** AVAILABLE DATA follows **

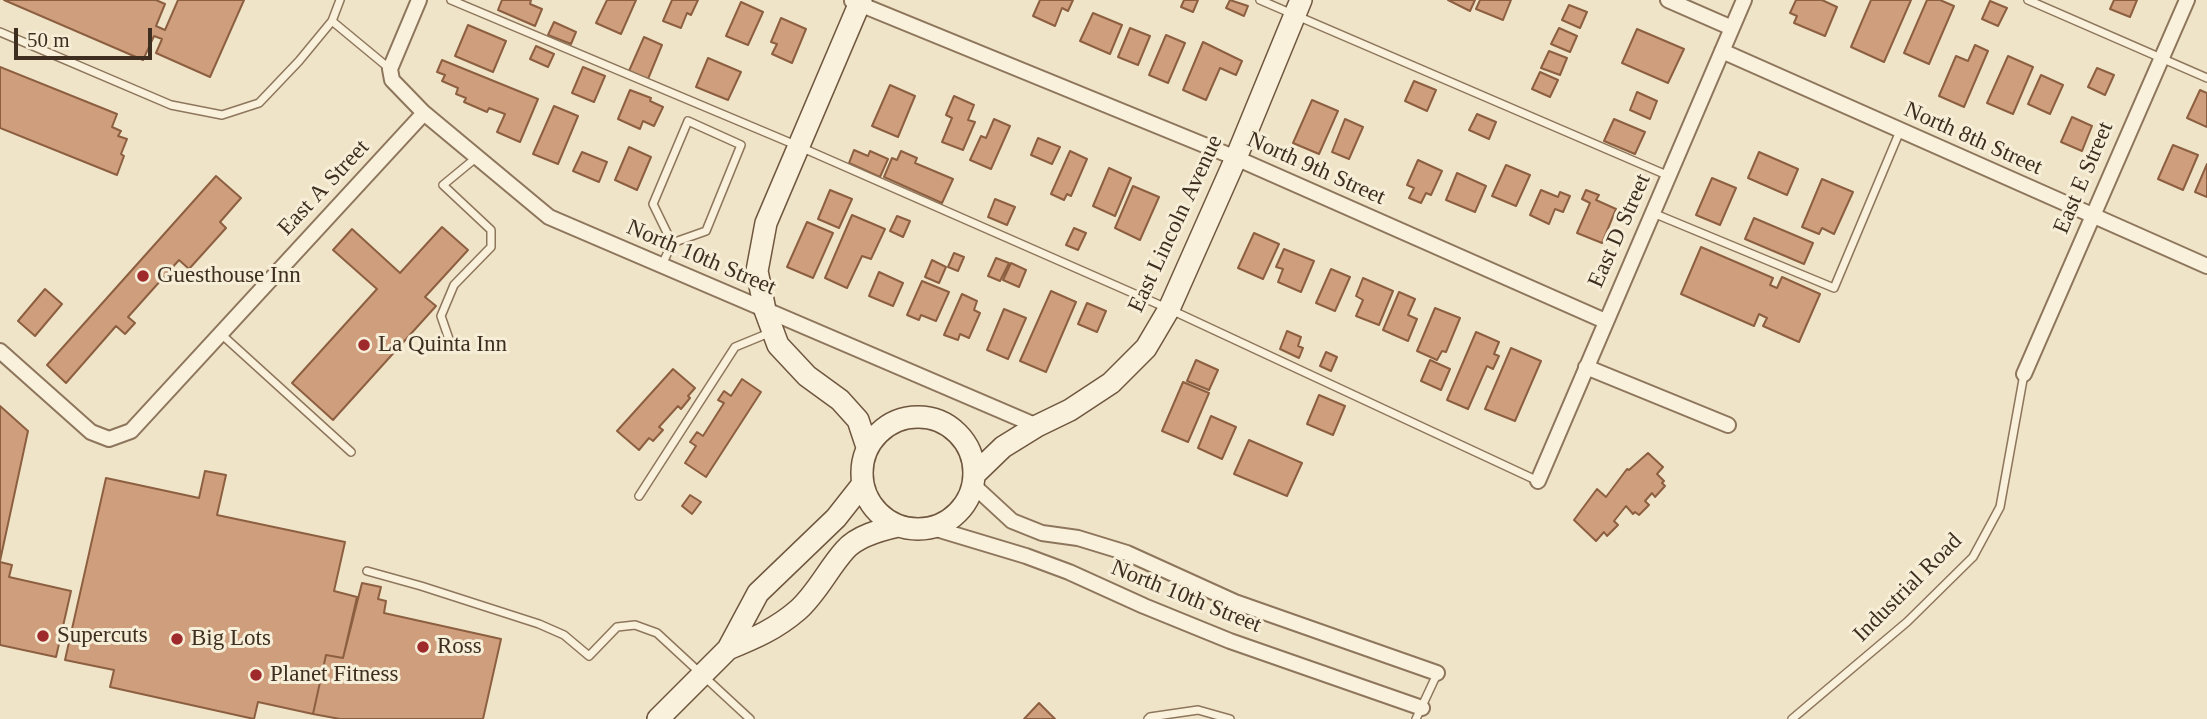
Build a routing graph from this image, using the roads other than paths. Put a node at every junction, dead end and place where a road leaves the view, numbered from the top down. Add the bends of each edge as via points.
1 (340, 0) edge
2 (419, 0) edge
3 (451, 0) edge
4 (1260, 0) edge
5 (1668, 0) edge
6 (1744, 0) edge
7 (2028, 0) edge
8 (2187, 0) edge
9 (857, 1) edge
10 (1298, 7) edge
11 (332, 21) junction
12 (1732, 28) junction
13 (0, 32) edge
14 (1722, 51) junction
15 (2161, 58) junction
16 (390, 69) junction
17 (2207, 78) edge
18 (424, 113) junction
19 (1900, 131) junction
20 (798, 146) junction
21 (477, 157) junction
22 (1236, 158) junction
23 (1669, 176) junction
24 (1653, 213) junction
25 (2092, 216) junction
26 (673, 243) junction
27 (662, 265) junction
28 (2207, 266) edge
29 (1169, 309) junction
30 (765, 310) junction
31 (1605, 321) junction
32 (773, 331) junction
33 (220, 334) junction
34 (450, 342) dead end
35 (0, 351) edge
36 (1586, 367) junction
37 (2024, 374) joint
38 (1728, 425) dead end
39 (1037, 426) junction
40 (867, 447) junction
41 (351, 452) dead end
42 (974, 480) junction
43 (1538, 481) joint
44 (862, 485) junction
45 (639, 496) dead end
46 (898, 526) junction
47 (933, 528) junction
48 (367, 571) dead end
49 (728, 649) junction
50 (1437, 673) joint
51 (702, 675) junction
52 (1419, 713) edge
53 (658, 719) edge
54 (750, 719) edge
55 (1148, 719) edge
56 (1230, 719) edge
57 (1792, 719) edge

1 - 11 lane
2 - 16 street
3 - 20 lane
4 - 10 lane
5 - 12 street
6 - 12 street, East D Street
7 - 15 lane
8 - 15 street, East E Street
9 - 20 street
9 - 22 street, North 9th Street
10 - 22 street, East Lincoln Avenue
10 - 23 lane
11 - 13 lane via 259,103 222,115 171,105
11 - 16 lane
12 - 14 street, East D Street
14 - 19 street, North 8th Street
14 - 23 street, East D Street
15 - 17 lane
15 - 25 street, East E Street
16 - 18 street, North 10th Street via 392,80
18 - 21 street, North 10th Street
18 - 33 street, East A Street
19 - 24 lane via 1834,288
19 - 25 street, North 8th Street
20 - 29 lane
20 - 30 street via 766,223 757,271
21 - 27 street, North 10th Street via 549,217
21 - 34 lane via 443,185 491,230 491,247 454,285 441,316
22 - 29 street, East Lincoln Avenue
22 - 31 street, North 9th Street
23 - 24 street, East D Street
24 - 31 street, East D Street
25 - 28 street, North 8th Street
25 - 37 street, East E Street
26 - 26 lane via 653,204 688,121 741,145 706,231
26 - 27 lane
27 - 30 street, North 10th Street
29 - 39 street, East Lincoln Avenue via 1146,348 1111,383
29 - 43 lane
30 - 32 street
30 - 39 street, North 10th Street
31 - 36 street, East D Street
32 - 40 street via 778,345 807,376 858,420
32 - 45 lane via 735,347
33 - 35 street, East A Street via 131,431 109,439 92,432
33 - 41 lane
36 - 38 street
36 - 43 street, East D Street
37 - 57 lane, Industrial Road via 2000,507 1973,557 1907,622
39 - 42 street, East Lincoln Avenue via 1003,447
40 - 42 street via 895,421 932,418 963,439 972,456
40 - 44 street
42 - 47 street via 959,512
42 - 50 street, North 10th Street via 1012,521 1042,533 1127,553 1236,602
44 - 46 street via 882,517
44 - 49 street via 836,518 758,593
46 - 47 street
46 - 49 street via 874,531 846,548 800,608 770,632
47 - 52 street, North 10th Street via 1026,556
48 - 51 lane via 538,624 564,635 589,656 617,627 635,625 657,633
49 - 51 street
50 - 52 lane
51 - 53 street
51 - 54 lane
55 - 56 lane via 1198,710

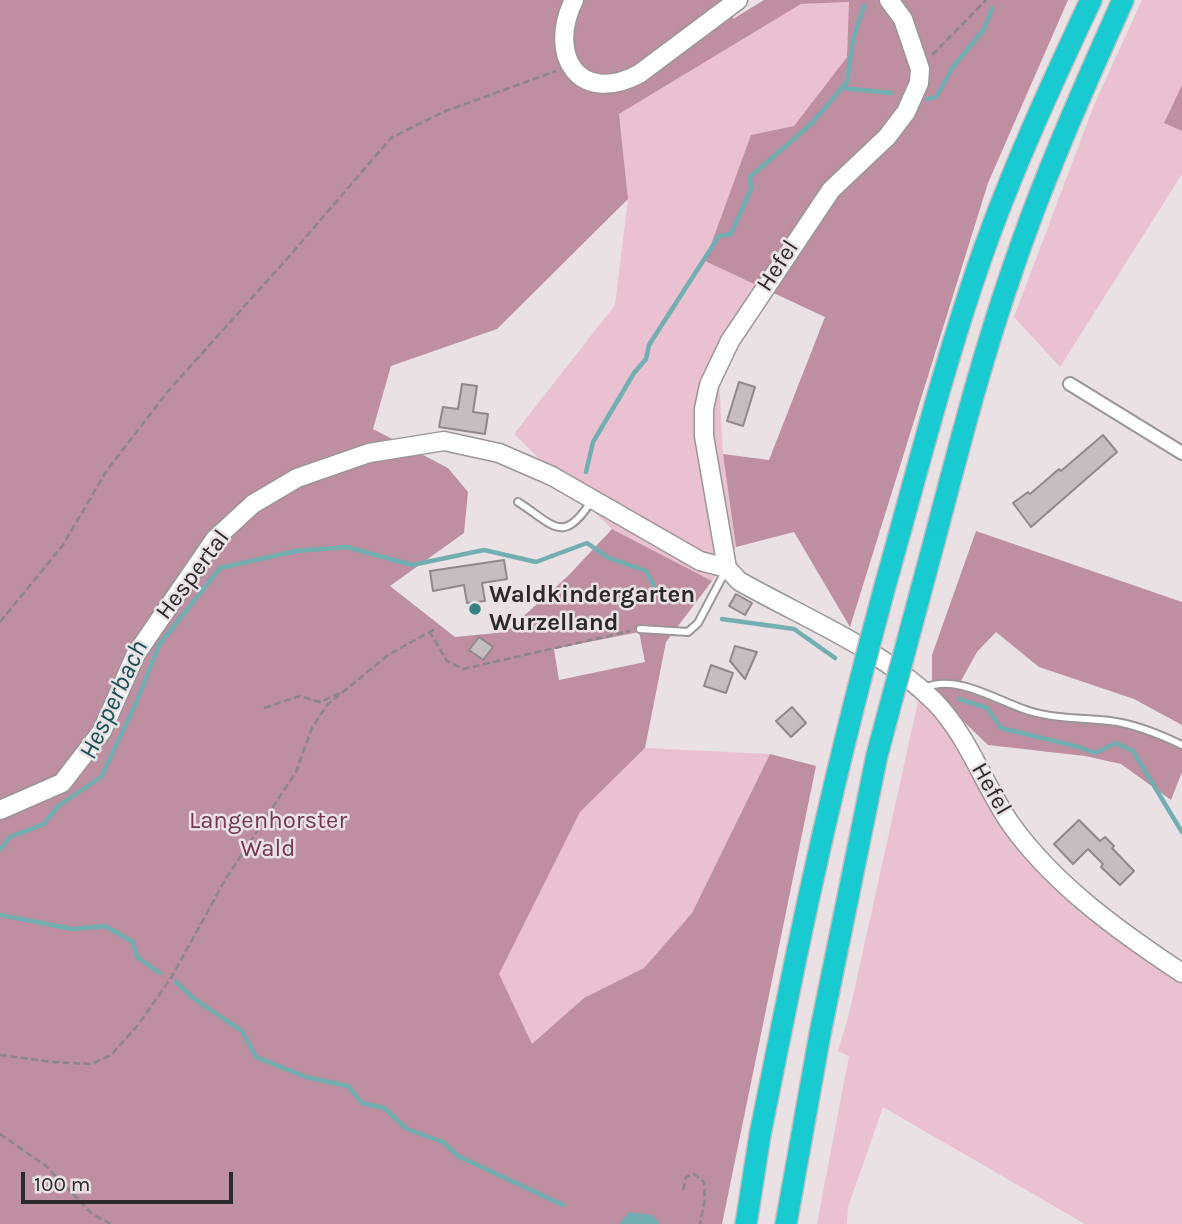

** End of AVAILABLE DATA **

> **TASK DIRECTIONS**: Produce an exact copy of each line of data, skipping embedded images.

> **EXERCISE ANSWER**:
Build a routing graph from this image, using the roads other than paths. Put a node at every junction, dead end and place where a road leaves the view, numbered from the top down. Add the bends of each edge as via points.
1 (340, 0) edge
2 (419, 0) edge
3 (451, 0) edge
4 (1260, 0) edge
5 (1668, 0) edge
6 (1744, 0) edge
7 (2028, 0) edge
8 (2187, 0) edge
9 (857, 1) edge
10 (1298, 7) edge
11 (332, 21) junction
12 (1732, 28) junction
13 (0, 32) edge
14 (1722, 51) junction
15 (2161, 58) junction
16 (390, 69) junction
17 (2207, 78) edge
18 (424, 113) junction
19 (1900, 131) junction
20 (798, 146) junction
21 (477, 157) junction
22 (1236, 158) junction
23 (1669, 176) junction
24 (1653, 213) junction
25 (2092, 216) junction
26 (673, 243) junction
27 (662, 265) junction
28 (2207, 266) edge
29 (1169, 309) junction
30 (765, 310) junction
31 (1605, 321) junction
32 (773, 331) junction
33 (220, 334) junction
34 (450, 342) dead end
35 (0, 351) edge
36 (1586, 367) junction
37 (2024, 374) joint
38 (1728, 425) dead end
39 (1037, 426) junction
40 (867, 447) junction
41 (351, 452) dead end
42 (974, 480) junction
43 (1538, 481) joint
44 (862, 485) junction
45 (639, 496) dead end
46 (898, 526) junction
47 (933, 528) junction
48 (367, 571) dead end
49 (728, 649) junction
50 (1437, 673) joint
51 (702, 675) junction
52 (1419, 713) edge
53 (658, 719) edge
54 (750, 719) edge
55 (1148, 719) edge
56 (1230, 719) edge
57 (1792, 719) edge

1 - 11 lane
2 - 16 street
3 - 20 lane
4 - 10 lane
5 - 12 street
6 - 12 street, East D Street
7 - 15 lane
8 - 15 street, East E Street
9 - 20 street
9 - 22 street, North 9th Street
10 - 22 street, East Lincoln Avenue
10 - 23 lane
11 - 13 lane via 259,103 222,115 171,105
11 - 16 lane
12 - 14 street, East D Street
14 - 19 street, North 8th Street
14 - 23 street, East D Street
15 - 17 lane
15 - 25 street, East E Street
16 - 18 street, North 10th Street via 392,80
18 - 21 street, North 10th Street
18 - 33 street, East A Street
19 - 24 lane via 1834,288
19 - 25 street, North 8th Street
20 - 29 lane
20 - 30 street via 766,223 757,271
21 - 27 street, North 10th Street via 549,217
21 - 34 lane via 443,185 491,230 491,247 454,285 441,316
22 - 29 street, East Lincoln Avenue
22 - 31 street, North 9th Street
23 - 24 street, East D Street
24 - 31 street, East D Street
25 - 28 street, North 8th Street
25 - 37 street, East E Street
26 - 26 lane via 653,204 688,121 741,145 706,231
26 - 27 lane
27 - 30 street, North 10th Street
29 - 39 street, East Lincoln Avenue via 1146,348 1111,383
29 - 43 lane
30 - 32 street
30 - 39 street, North 10th Street
31 - 36 street, East D Street
32 - 40 street via 778,345 807,376 858,420
32 - 45 lane via 735,347
33 - 35 street, East A Street via 131,431 109,439 92,432
33 - 41 lane
36 - 38 street
36 - 43 street, East D Street
37 - 57 lane, Industrial Road via 2000,507 1973,557 1907,622
39 - 42 street, East Lincoln Avenue via 1003,447
40 - 42 street via 895,421 932,418 963,439 972,456
40 - 44 street
42 - 47 street via 959,512
42 - 50 street, North 10th Street via 1012,521 1042,533 1127,553 1236,602
44 - 46 street via 882,517
44 - 49 street via 836,518 758,593
46 - 47 street
46 - 49 street via 874,531 846,548 800,608 770,632
47 - 52 street, North 10th Street via 1026,556
48 - 51 lane via 538,624 564,635 589,656 617,627 635,625 657,633
49 - 51 street
50 - 52 lane
51 - 53 street
51 - 54 lane
55 - 56 lane via 1198,710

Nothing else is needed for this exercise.